Learn More About Porpoises
While harbor porpoises and dolphins are both members of the toothed-whale family, they are distinctly different species. Harbor porpoises have a short, rounded face and beak, spade-shaped teeth and a triangular dorsal fin.
Harbor porpoises are charcoal gray on their back with light gray or white sides and underbelly. Females are slightly larger as they can weigh in at 168 pounds and reach about 6 feet in length. Males typically weigh about 134 pounds and can reach just over 5 feet in length. The average life span for both male and female harbor porpoises is 24 years.
The harbor porpoise is a coastal species often found in harbors, bays and estuaries of northern temperate and subarctic waters ranging from Monterey Bay to the northern Sea of Japan. These animals can be seen off the coast of California year-round and researchers consistently spot harbor porpoises swimming underneath the Golden Gate Bridge in San Francisco.
While there are thousands of harbor porpoises, many geographical populations are much smaller than they were in the past. For example, harbor porpoises were frequently seen in San Francisco Bay until the 1930s when they disappeared for almost 60 years.
It’s believed that harbor porpoises relocated during that time due to World War II and the use of submarine nets in San Francisco Bay to keep enemy boats away, along with an increase in environmental contaminants from industrialization. However, in the 1990s, following 20 years of restoration thanks to the Clean Air and Water Act, harbor porpoises began reappearing in San Francisco Bay.

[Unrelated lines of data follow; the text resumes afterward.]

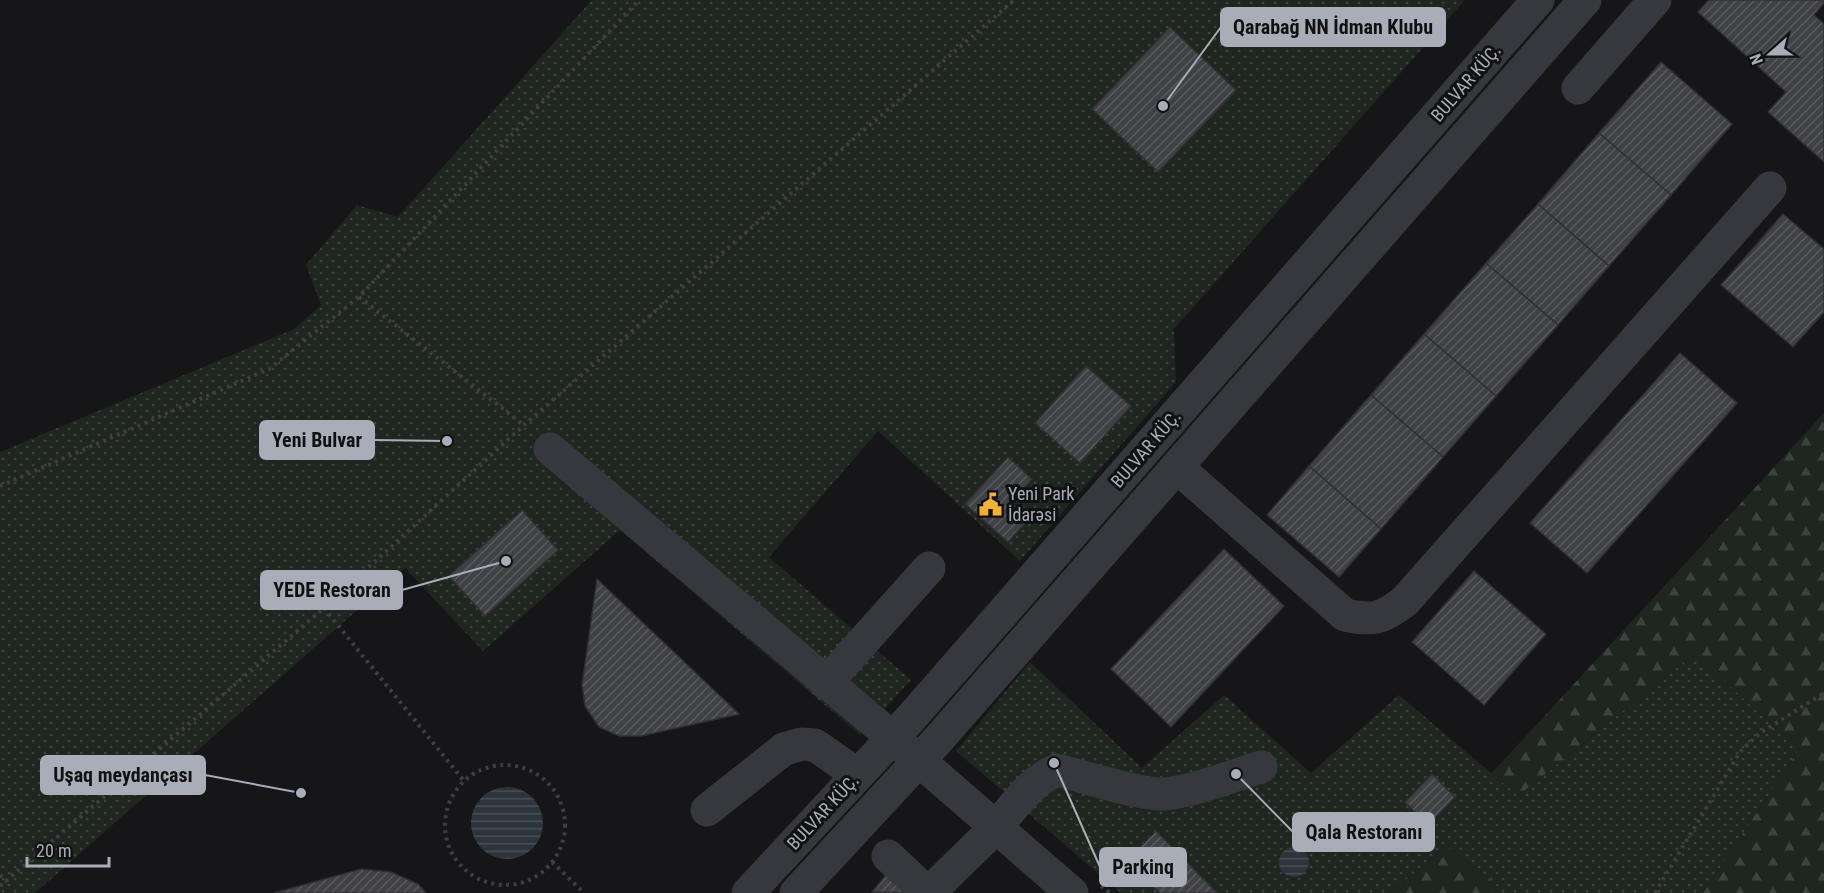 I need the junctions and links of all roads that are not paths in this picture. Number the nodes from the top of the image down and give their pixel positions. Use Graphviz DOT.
graph roads {
  1 [pos="1538,0"];
  2 [pos="1585,0"];
  3 [pos="1655,0"];
  4 [pos="1578,88"];
  5 [pos="1770,189"];
  6 [pos="1175,416"];
  7 [pos="1202,440"];
  8 [pos="550,449"];
  9 [pos="1178,468"];
  10 [pos="929,568"];
  11 [pos="826,683"];
  12 [pos="893,738"];
  13 [pos="919,761"];
  14 [pos="1261,767"];
  15 [pos="858,775"];
  16 [pos="707,810"];
  17 [pos="995,827"];
  18 [pos="888,856"];
  19 [pos="748,893"];
  20 [pos="796,893"];
  21 [pos="1072,893"];
  1 -- 6 [label="street, BULVAR KÜÇ."];
  2 -- 7 [label="street, BULVAR KÜÇ."];
  3 -- 4 [label="street"];
  5 -- 9 [label="street"];
  6 -- 7 [label="street"];
  6 -- 12 [label="street, BULVAR KÜÇ."];
  7 -- 9 [label="street, BULVAR KÜÇ."];
  8 -- 11 [label="street"];
  9 -- 13 [label="street, BULVAR KÜÇ."];
  10 -- 11 [label="street"];
  11 -- 12 [label="street"];
  12 -- 13 [label="street"];
  12 -- 15 [label="street, BULVAR KÜÇ."];
  13 -- 17 [label="street"];
  13 -- 20 [label="street, BULVAR KÜÇ."];
  14 -- 17 [label="street"];
  15 -- 16 [label="street"];
  15 -- 19 [label="street, BULVAR KÜÇ."];
  17 -- 18 [label="street"];
  17 -- 21 [label="street"];
}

Today, harbor porpoises around the world face many threats, such as entanglement in commercial fishing gear (e.g. bottom-set gillnets, trawls and herring weirs) as well as underwater noise pollution that interferes with their communication.
Female harbor porpoises reach maturity between 3 to 4 years old, after which they can become pregnant each year for several years in a row. Gestation typically begins in the late spring or early summer and lasts up to 11 months, resulting in most calves being born between May and July. These newborn harbor porpoises stay with their mother to nurse for about eight to 12 months.
The harbor porpoise is a shy and elusive animal, unlike their dolphin cousins, that is known to be solitary or travel in small pods of two to five individuals. However, little is known about harbor porpoises’ social affiliations and interactions.
This species usually feeds individually on schooling fish such as herring, capelin, sprat and silver hake, and will occasionally eat squid and octopus while traveling many miles per day. A harbor porpoise’s natural predators include large sharks and orcas.